Problem to work on: Among the entries, find the lines with the string "paths" and copy them.
*** Exercise input ***
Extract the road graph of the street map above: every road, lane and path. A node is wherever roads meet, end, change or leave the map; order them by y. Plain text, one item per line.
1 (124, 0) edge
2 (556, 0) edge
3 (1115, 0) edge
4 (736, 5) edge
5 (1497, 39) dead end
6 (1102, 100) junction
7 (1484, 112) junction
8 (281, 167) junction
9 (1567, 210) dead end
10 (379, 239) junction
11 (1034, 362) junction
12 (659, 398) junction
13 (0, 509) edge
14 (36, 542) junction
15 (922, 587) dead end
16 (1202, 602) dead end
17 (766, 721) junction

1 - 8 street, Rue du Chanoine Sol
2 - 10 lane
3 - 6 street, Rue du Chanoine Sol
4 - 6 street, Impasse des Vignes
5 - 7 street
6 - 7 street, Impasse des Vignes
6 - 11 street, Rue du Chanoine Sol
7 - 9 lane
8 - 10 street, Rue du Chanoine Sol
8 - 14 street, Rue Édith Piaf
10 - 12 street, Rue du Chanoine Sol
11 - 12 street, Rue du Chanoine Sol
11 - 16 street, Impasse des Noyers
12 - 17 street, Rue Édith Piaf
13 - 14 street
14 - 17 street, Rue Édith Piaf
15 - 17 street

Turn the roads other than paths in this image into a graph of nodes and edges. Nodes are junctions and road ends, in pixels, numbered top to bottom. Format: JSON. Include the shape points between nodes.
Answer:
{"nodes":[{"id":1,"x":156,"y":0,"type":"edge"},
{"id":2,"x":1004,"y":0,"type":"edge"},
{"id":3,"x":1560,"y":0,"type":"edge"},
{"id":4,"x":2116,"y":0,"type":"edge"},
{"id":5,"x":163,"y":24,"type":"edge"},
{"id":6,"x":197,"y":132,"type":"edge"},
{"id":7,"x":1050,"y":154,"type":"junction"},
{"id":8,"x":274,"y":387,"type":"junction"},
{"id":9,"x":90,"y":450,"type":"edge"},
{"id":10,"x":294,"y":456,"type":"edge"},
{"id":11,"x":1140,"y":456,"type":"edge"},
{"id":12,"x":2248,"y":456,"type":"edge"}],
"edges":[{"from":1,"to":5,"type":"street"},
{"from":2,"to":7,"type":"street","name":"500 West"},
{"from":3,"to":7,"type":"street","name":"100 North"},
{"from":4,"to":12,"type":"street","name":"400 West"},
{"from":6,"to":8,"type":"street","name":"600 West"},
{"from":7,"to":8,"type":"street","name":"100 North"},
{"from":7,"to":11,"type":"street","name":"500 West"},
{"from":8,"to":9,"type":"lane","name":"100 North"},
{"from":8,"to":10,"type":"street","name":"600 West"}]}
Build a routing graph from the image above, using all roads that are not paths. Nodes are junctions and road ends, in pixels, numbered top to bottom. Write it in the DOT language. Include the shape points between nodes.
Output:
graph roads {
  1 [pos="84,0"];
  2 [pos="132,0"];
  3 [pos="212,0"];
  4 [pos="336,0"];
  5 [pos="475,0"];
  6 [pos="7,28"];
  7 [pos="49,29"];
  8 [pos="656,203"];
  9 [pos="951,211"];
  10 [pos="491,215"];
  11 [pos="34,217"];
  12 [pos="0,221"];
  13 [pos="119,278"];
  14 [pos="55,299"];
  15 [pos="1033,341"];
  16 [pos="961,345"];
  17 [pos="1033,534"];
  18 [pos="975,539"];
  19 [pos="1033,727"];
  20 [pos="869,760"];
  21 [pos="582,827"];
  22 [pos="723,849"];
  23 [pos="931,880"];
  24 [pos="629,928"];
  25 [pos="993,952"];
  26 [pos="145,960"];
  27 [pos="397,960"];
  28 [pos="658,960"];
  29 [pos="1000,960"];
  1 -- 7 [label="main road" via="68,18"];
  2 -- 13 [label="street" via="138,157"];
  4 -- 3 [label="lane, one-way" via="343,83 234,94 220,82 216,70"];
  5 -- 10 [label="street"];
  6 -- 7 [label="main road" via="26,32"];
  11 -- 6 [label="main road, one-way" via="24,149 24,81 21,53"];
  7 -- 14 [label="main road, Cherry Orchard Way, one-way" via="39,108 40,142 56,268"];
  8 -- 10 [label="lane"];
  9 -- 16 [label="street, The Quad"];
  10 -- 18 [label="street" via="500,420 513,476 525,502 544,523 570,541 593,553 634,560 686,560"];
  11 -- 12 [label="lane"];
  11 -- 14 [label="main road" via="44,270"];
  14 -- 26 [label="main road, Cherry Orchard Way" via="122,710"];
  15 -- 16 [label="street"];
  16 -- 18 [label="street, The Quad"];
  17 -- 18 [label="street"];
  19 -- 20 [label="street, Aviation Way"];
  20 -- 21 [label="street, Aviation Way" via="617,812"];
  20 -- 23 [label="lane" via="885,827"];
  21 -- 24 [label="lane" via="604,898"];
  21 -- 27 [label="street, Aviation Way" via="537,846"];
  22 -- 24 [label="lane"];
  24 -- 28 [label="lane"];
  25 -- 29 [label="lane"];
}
***
Response area:
Turn the roads other than paths in this image into a graph of nodes and edges. Nodes are junctions and road ends, in pixels, numbered top to bottom. Format: JSON. Include the shape points between nodes.
Build a routing graph from the image above, using all roads that are not paths. Nodes are junctions and road ends, in pixels, numbered top to bottom. Write it in the DOT language. Include the shape points between nodes.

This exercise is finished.